Powered-Up Vaportrap: Blank Body's EXPLICIT DELUXE


This release stands out, even  among the recent crop of fine vaporwave, which is still the thing, btw, the active stream of underground online art. I was immediately attracted to the artwork when I saw it shared on facebook, and the colorful, dissonant funk of Explicit Deluxe lives up to the promise of its' cover.  It's futuristic and funky, without at all being future funk. There are no slowed down songs, no samples used.  Not entirely either vaporwave or trap, the music that straddles the borders of  those genres.
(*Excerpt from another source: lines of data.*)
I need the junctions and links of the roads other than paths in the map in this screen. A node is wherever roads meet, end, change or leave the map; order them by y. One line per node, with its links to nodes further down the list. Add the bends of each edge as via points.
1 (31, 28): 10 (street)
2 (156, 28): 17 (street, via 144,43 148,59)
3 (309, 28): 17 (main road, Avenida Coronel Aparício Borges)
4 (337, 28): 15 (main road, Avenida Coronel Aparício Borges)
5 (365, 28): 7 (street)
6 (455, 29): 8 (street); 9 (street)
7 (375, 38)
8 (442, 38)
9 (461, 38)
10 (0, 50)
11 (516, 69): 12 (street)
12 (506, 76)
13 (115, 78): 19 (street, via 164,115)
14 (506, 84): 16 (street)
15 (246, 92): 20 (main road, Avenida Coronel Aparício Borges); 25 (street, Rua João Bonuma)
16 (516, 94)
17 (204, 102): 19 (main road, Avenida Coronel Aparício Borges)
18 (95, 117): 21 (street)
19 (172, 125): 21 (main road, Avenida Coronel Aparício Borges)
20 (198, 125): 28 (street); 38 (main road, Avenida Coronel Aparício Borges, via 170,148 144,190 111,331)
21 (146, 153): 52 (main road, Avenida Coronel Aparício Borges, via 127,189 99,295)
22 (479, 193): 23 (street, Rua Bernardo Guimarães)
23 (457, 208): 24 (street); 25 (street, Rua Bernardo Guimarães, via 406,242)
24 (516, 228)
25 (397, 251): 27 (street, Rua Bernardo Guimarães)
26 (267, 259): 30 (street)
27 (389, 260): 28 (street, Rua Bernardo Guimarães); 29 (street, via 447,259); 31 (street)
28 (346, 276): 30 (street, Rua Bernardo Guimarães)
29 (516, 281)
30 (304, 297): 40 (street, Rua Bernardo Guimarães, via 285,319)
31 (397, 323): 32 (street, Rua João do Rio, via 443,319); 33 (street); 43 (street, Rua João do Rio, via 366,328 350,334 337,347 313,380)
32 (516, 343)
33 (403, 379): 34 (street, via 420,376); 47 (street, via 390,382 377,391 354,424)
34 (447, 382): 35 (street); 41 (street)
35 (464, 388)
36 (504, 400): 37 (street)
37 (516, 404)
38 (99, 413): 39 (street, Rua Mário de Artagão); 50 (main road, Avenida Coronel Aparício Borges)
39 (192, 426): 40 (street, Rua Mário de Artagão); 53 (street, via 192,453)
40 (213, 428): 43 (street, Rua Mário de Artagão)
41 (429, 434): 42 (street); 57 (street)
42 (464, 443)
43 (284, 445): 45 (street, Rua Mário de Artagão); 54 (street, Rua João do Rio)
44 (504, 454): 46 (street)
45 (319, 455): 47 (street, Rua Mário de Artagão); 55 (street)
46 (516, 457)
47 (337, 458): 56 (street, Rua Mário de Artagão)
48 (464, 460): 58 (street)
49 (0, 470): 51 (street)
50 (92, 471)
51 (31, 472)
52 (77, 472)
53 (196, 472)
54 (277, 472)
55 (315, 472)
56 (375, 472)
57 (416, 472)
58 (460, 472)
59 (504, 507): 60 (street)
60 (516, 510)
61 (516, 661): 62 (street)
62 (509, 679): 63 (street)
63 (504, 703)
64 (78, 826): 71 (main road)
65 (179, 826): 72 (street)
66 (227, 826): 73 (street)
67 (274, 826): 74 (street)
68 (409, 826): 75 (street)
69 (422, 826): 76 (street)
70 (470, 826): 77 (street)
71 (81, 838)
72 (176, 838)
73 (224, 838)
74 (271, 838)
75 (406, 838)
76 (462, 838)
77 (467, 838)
But while so much recent vaporwave and trap has been obsessed with the past, this music is relentlessly forward-looking. It's a meaner,  tougher vaportrap. It acknowledges its' roots without repeating the formula. 


Formerly known as Bine, Blank Body's name may be a tip of the memetic fedora to vaportrap cousin Blank Banshee.  While he's been posting regularly to his Soundcloud for about a year, Explicit Deluxe is his debut release. A noisy and dissonant all-pervading synth keyboard and consistently inventive rhythmic  syncopation  define Explicit Deluxe's sonic aesthetic. It is trap without the affectation,  deriving its' menace from the inherent qualities of the sound rather than sampling and overt hip-hop references. There is an East-Asian theme lends an air of the exotic, and a Detroit techno influence that hangs over the whole set. 
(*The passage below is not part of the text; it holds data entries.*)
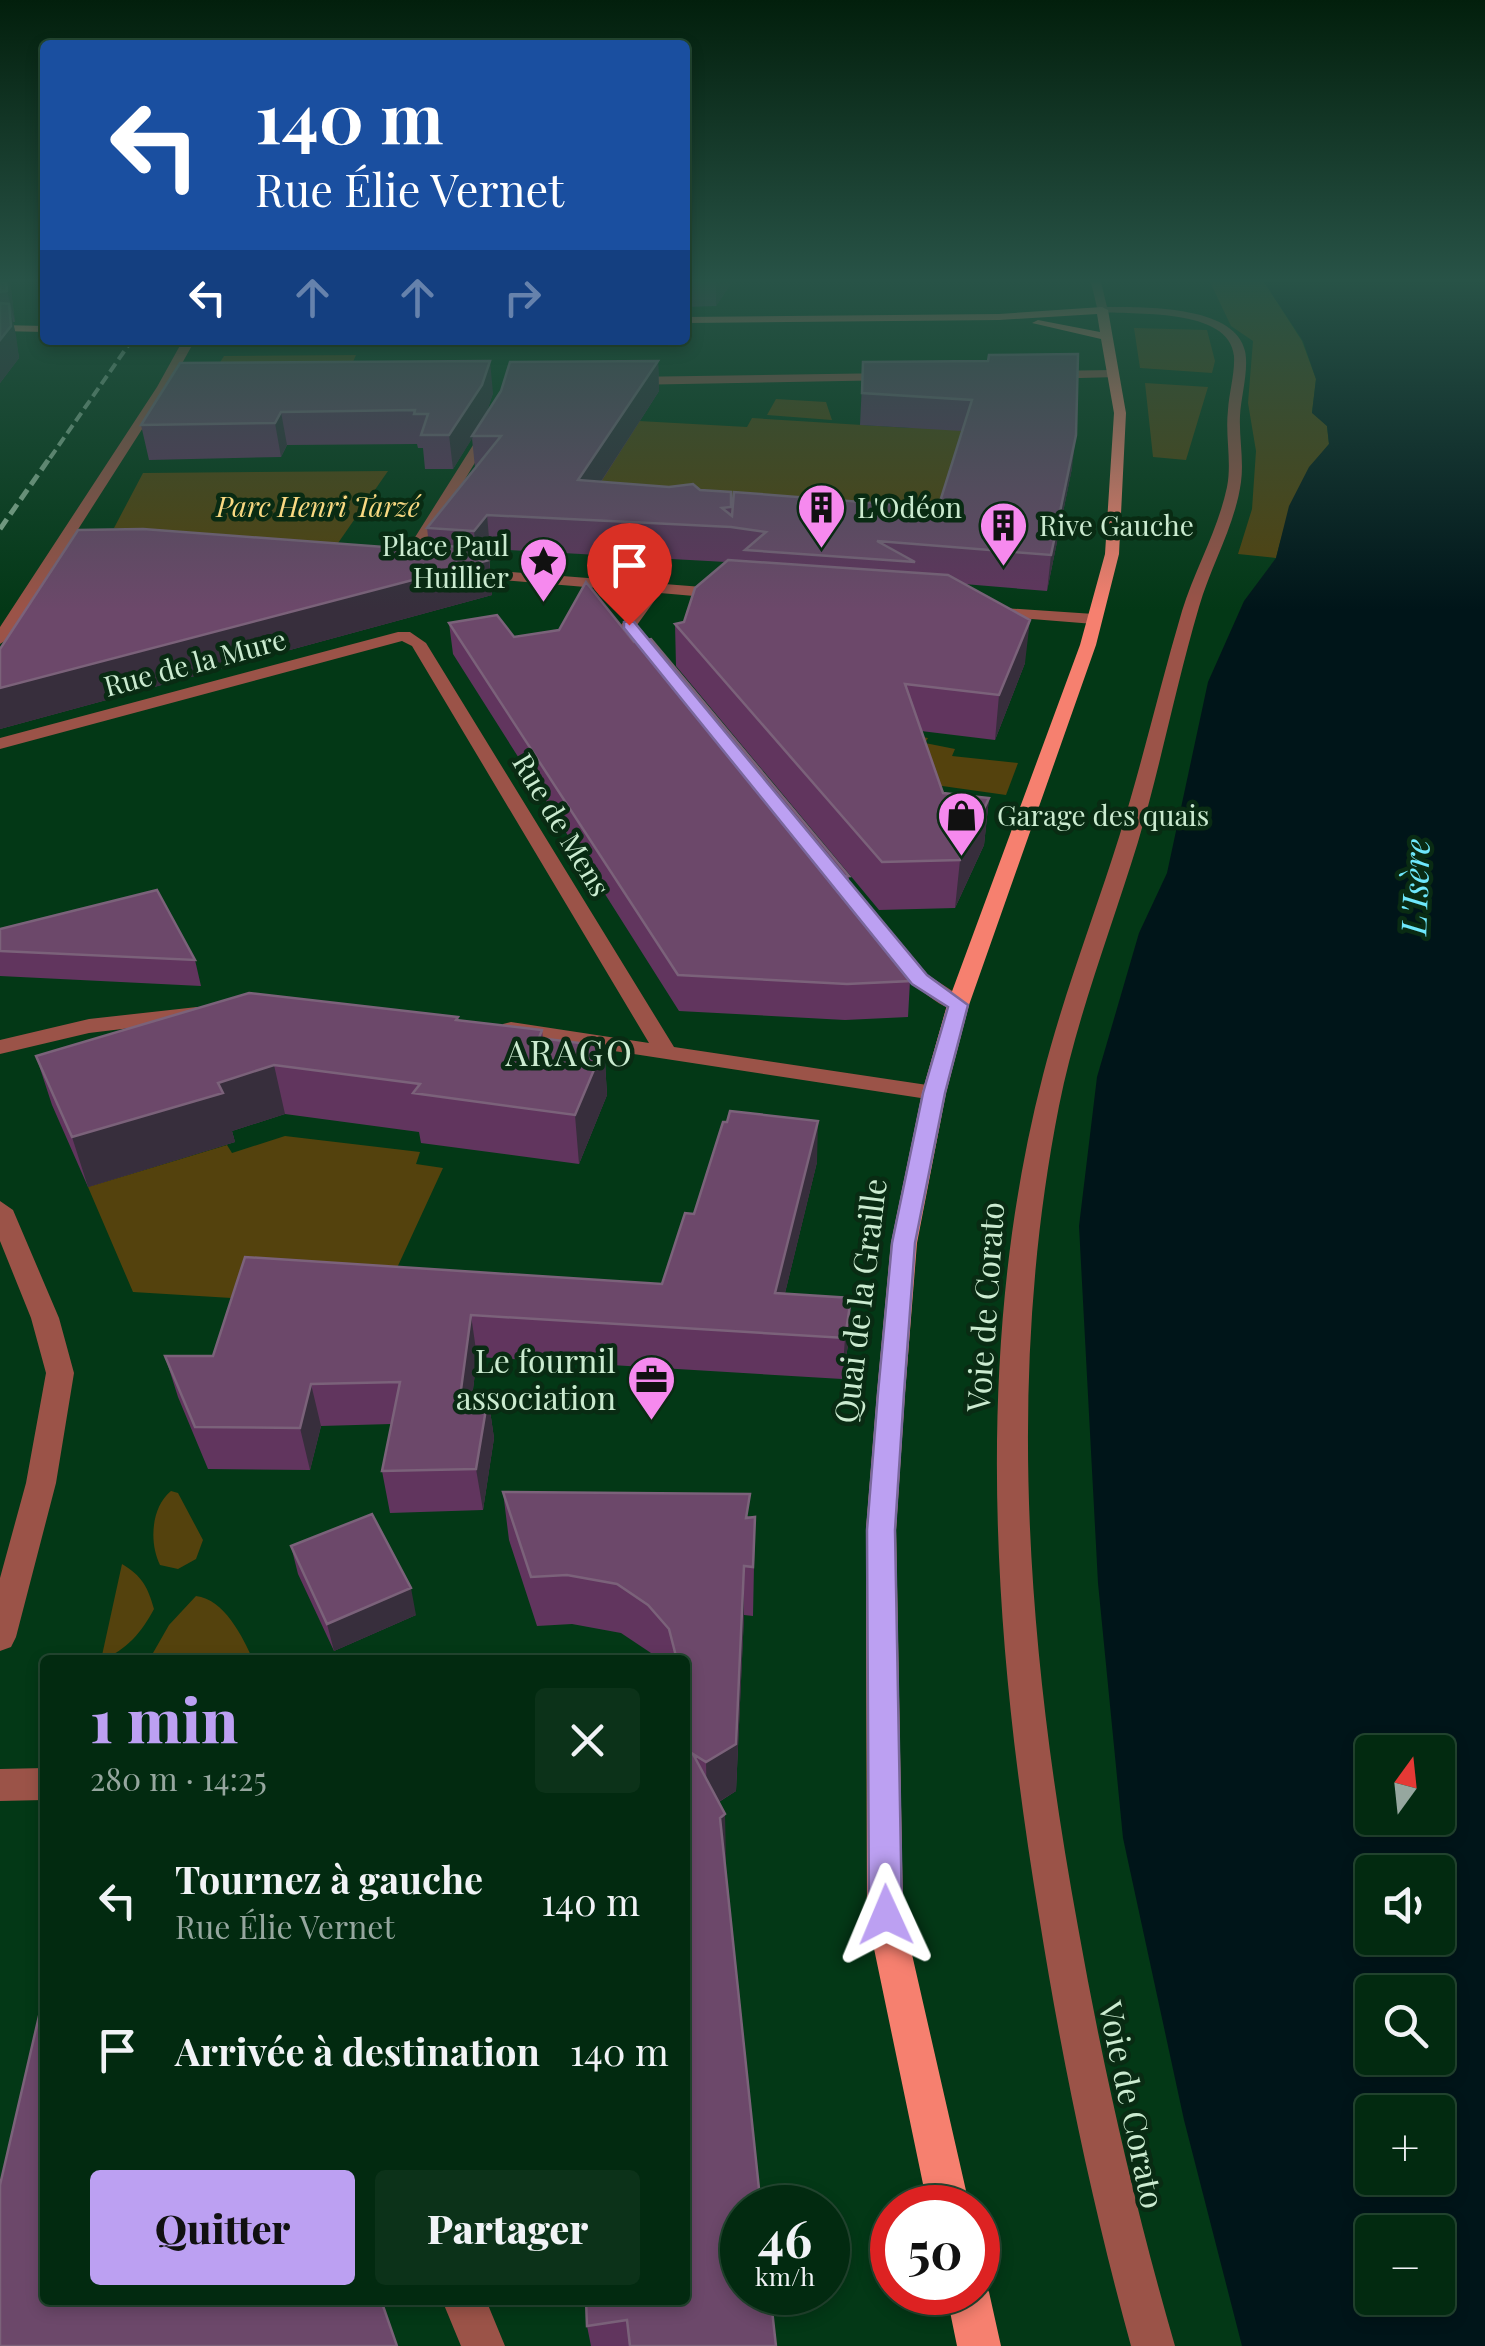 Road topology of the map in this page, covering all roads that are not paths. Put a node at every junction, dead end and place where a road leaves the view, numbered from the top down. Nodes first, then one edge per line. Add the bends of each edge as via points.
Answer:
1 (167, 391) edge
2 (1117, 391) edge
3 (1236, 391) edge
4 (499, 405) edge
5 (60, 544) junction
6 (78, 544) edge
7 (384, 568) edge
8 (420, 570) junction
9 (654, 589) junction
10 (750, 595) edge
11 (966, 610) edge
12 (1094, 620) junction
13 (404, 634) joint
14 (0, 640) edge
15 (680, 687) edge
16 (0, 744) edge
17 (818, 856) edge
18 (958, 1005) junction
19 (228, 1011) edge
20 (480, 1025) edge
21 (0, 1047) edge
22 (665, 1050) junction
23 (934, 1093) junction
24 (0, 1210) edge
25 (0, 1637) edge
26 (0, 1784) edge
27 (40, 1784) edge
28 (944, 2185) edge
29 (466, 2305) edge
30 (973, 2315) edge
31 (482, 2346) edge
32 (979, 2346) edge
33 (1152, 2346) edge

1 - 5 street
2 - 12 main road, Quai de la Graille via 1112,554
3 - 33 street, Voie de Corato via 1233,492 1191,608 1141,800 1048,1102 1024,1228 1012,1367 1018,1615 1050,1879 1090,2088
4 - 8 street
5 - 6 street
5 - 14 street
7 - 8 street
8 - 9 street
9 - 10 street
9 - 15 street via 629,625
11 - 12 street
12 - 18 main road, Quai de la Graille
13 - 16 street, Rue de la Mure
13 - 22 street, Rue de Mens via 418,643
17 - 18 street via 920,980
18 - 23 main road, Quai de la Graille
19 - 21 street via 89,1026
20 - 22 street
22 - 23 street
23 - 28 main road, Quai de la Graille via 904,1243 881,1530 886,1915
24 - 25 street via 60,1373 41,1483
26 - 27 street
29 - 31 street
30 - 32 main road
The dynamic tracks never settle into predictable grooves, but develop in surprising directions.  The spectrum of variation in tempo and rhythm is represented, from the industrial techno of "L For L",  the unclassifiable and insane "Explicit" (featuring the moans of Liz Yordy, of spf420), the jungle drum & bass of "Carded 4 Nyquil", the shuffling dub of "Safe Hex 3", to the wicked trip-hop of "Oxtail". The tracks are carefully sequenced and should be listened to as a set.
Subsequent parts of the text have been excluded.